Monday, January 10, 2011

Never Let Me Go

I was unaware that the New York Times was in the business of publishing scary stories. But then I opened up the paper on Sunday and, much to my horror, discovered how incredibly wrong I had been.

There, in full gore-splattered 3D horror-vision, was a feature-length article detailing just how those of us who chose to take the path down law school way would be slaughtered in the end.

The article casually throws around phrases like, "a generation of J.D.’s face the grimmest job market in decades," "recruitment programs have been scaled back or eliminated" and "some 15,000 attorney and legal-staff jobs at large firms have vanished." The article details the awful job market for new attorneys with a sadistic excess for gore not seen since the heady days of the Hostel and Saw movies.
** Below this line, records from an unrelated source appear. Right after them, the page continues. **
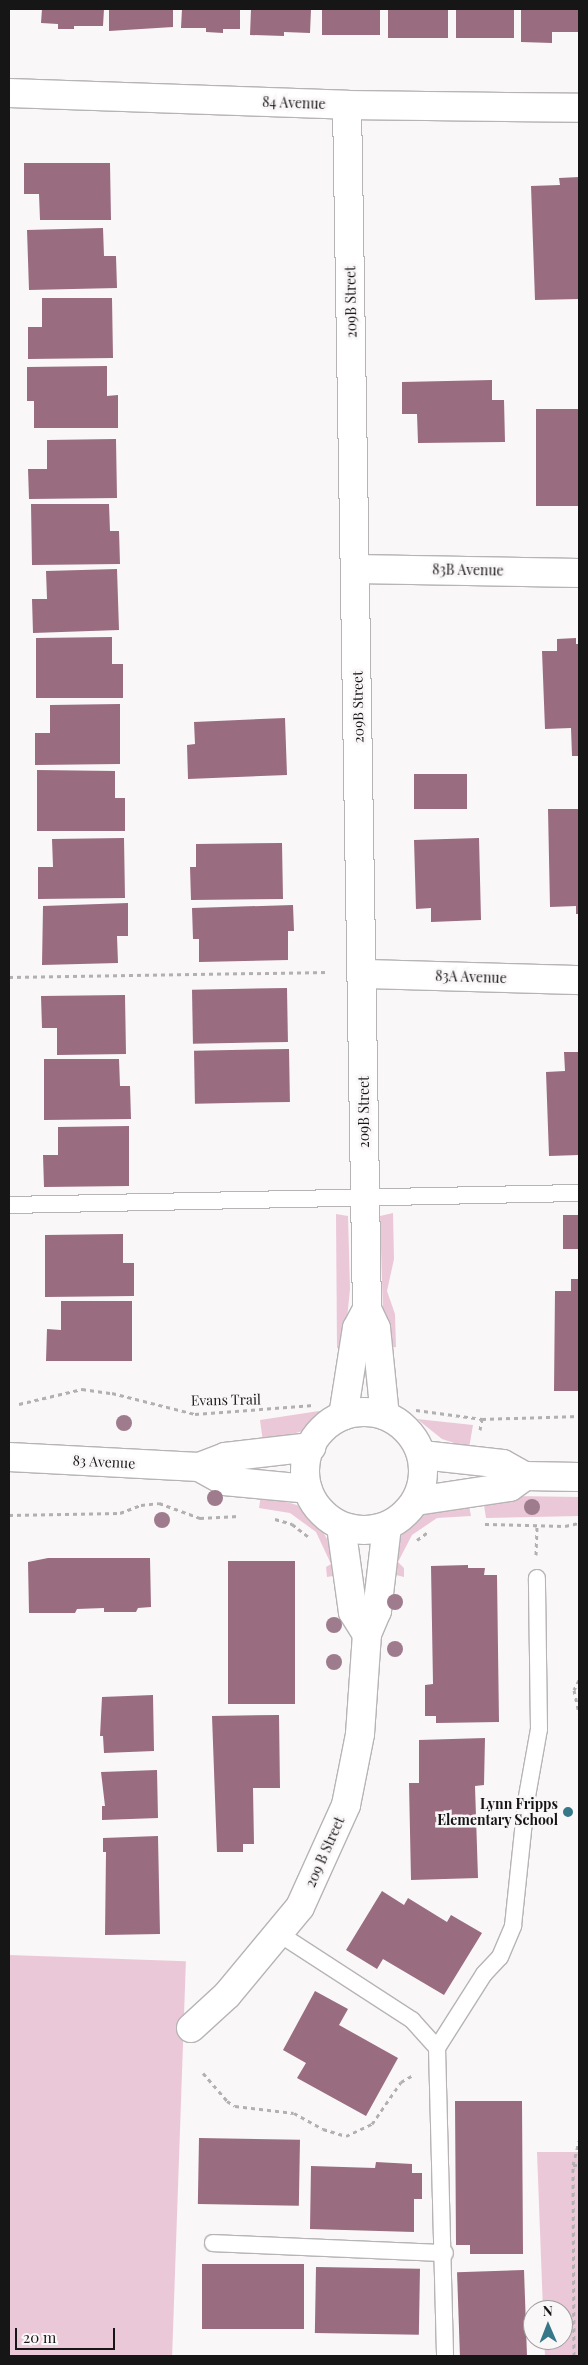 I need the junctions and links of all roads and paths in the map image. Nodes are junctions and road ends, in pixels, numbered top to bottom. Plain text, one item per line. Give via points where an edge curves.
1 (9, 93) edge
2 (347, 105) junction
3 (579, 108) edge
4 (356, 569) junction
5 (579, 573) edge
6 (328, 972) dead end
7 (363, 974) junction
8 (9, 976) edge
9 (579, 980) edge
10 (579, 1193) edge
11 (365, 1198) junction
12 (9, 1205) edge
13 (367, 1309) junction
14 (19, 1404) dead end
15 (318, 1404) dead end
16 (413, 1407) dead end
17 (343, 1416) junction
18 (385, 1416) junction
19 (579, 1416) edge
20 (310, 1447) junction
21 (422, 1455) junction
22 (9, 1457) edge
23 (199, 1467) junction
24 (525, 1476) junction
25 (579, 1477) edge
26 (308, 1489) junction
27 (416, 1500) junction
28 (9, 1515) edge
29 (245, 1515) dead end
30 (268, 1518) dead end
31 (579, 1523) edge
32 (480, 1524) dead end
33 (341, 1526) junction
34 (387, 1526) junction
35 (435, 1527) dead end
36 (314, 1545) dead end
37 (414, 1548) dead end
38 (537, 1578) dead end
39 (367, 1634) junction
40 (579, 1680) edge
41 (579, 1713) edge
42 (278, 1933) junction
43 (191, 2028) dead end
44 (437, 2048) junction
45 (203, 2074) dead end
46 (437, 2074) junction
47 (579, 2140) edge
48 (574, 2165) junction
49 (579, 2165) edge
50 (213, 2243) dead end
51 (445, 2254) junction
52 (445, 2356) edge
53 (574, 2356) edge

1 - 2 street, 84 Avenue
2 - 3 street, 84 Avenue
2 - 4 street, 209B Street
4 - 5 street, 83B Avenue
4 - 7 street, 209B Street
6 - 8 path
7 - 9 street, 83A Avenue
7 - 11 street, 209B Street
10 - 11 lane
11 - 12 lane
11 - 13 street, 209B Street
13 - 17 street, 209B Street via 357,1328
13 - 18 street, 209B Street via 376,1328
14 - 15 path, Evans Trail via 82,1389 112,1393 195,1414 253,1412
16 - 19 path via 417,1411 482,1419
17 - 18 street via 371,1412
17 - 20 street via 329,1424
18 - 21 street via 401,1425 414,1439
20 - 23 street, 83 Avenue via 225,1457
20 - 26 street via 306,1468
21 - 24 street via 503,1464
21 - 27 street via 423,1478
22 - 23 street, 83 Avenue
23 - 26 street, 83 Avenue via 224,1481
24 - 25 street
24 - 27 street via 510,1487
26 - 33 street via 326,1517
27 - 34 street via 404,1516
28 - 29 path via 120,1513 141,1505 159,1503 200,1518
30 - 36 path via 292,1524
31 - 32 path via 565,1526
33 - 34 street via 356,1530
33 - 39 street via 353,1612
34 - 39 street, 209 B Street via 377,1611
35 - 37 path via 417,1540
38 - 44 lane via 539,1728 526,1802 513,1926 500,1957 484,1974
39 - 42 street, 209 B Street via 360,1734 346,1805 300,1907
40 - 41 path via 574,1690
42 - 43 street, 209 B Street via 227,1995
42 - 44 lane via 412,2020
44 - 46 lane
45 - 46 path via 226,2101 235,2106 289,2112 323,2130 346,2136 372,2124 407,2077
46 - 51 lane
47 - 48 path
48 - 49 path
48 - 53 path
50 - 51 lane
51 - 52 lane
The most interesting thing about the whole thing is how law schools are presented as the monster who enjoys throwing kids into the grinder. To keep with the horror movie metaphor -- if law students are the airheaded camp counselors who make up the film's body count, law school is the crazy psycho who lured us all to its idyllic shores in order to satisfy its own blood lust.

Perhaps my favorite detail about the whole mess is how law schools manipulate the numbers in order to stay afloat in the rankings. They do so by offering low-paying temp jobs to some of their graduates in positions designed to last until the statistics are counted. The deadline for reporting what percentage of the alumni are employed 9 months after graduation passes, the school happily reports its artificially inflated 97% employment rate, and everyone moves on.

For instance, right now I work part-time for what is basically the minimum wage doing research for a professor. My commission, if you will, conveniently expires on February 24th, which the calendar tells me is just about nine months from graduation. After that, I'll be fully unemployed and have to figure something else out.

Am I bitter about this?

No.

I fully subscribe to this fiction. Why? Because the fact that the school participates in this mild charade only helps me and my fellow graduates. I provide the school with labor they don't really need that much (isn't research what 1Ls are for?). In return, I get spending money. And then we both become the beneficiaries of the inflated rankings. The school maintains its high rank and keeps charging money as a top school. Meanwhile, the value of my diploma increases because -- whether we like it or not -- the law school rankings correlate directly with how people in the community asses the quality of our education.

Imagine a world where the school didn't provide these "jobs" for me and dozens of others. Here, the school would have to report real employment rates closer to the hair-raising truth (who knows what they are? 65 percent? 70 percent? Is that too optimistic?). These numbers would make the school's rank go down, which would make our diplomas less valuable when compared to those of other schools. And while I know that a school's ranking is not an accurate representation of the quality of its education, you have to be pretty naive to think that admission and hiring decisions are not influenced by those damned lists. Everything is sacrificed at their altar, and there's not one thing anyone can do about it.

So we all happily participate in the conspiracy. And I do mean all -- quick research indicates that at least a dozen other law schools have similar programs. There's no other choice -- not for the school and not for us -- if anybody wants to stay relevant and employable.

And so we find ourselves here, in a very different kind of scary story. This is no longer the gory slasher film that the opening scenes suggested.

Instead, this mass delusion and happy participation in the lie is what lies at the heart of more dystopian horror narratives, such as Brave New World and 1984. Now we have to deal with a world where the whole damn system is a sham. And that, I think, is way more horrifying than one lone nut.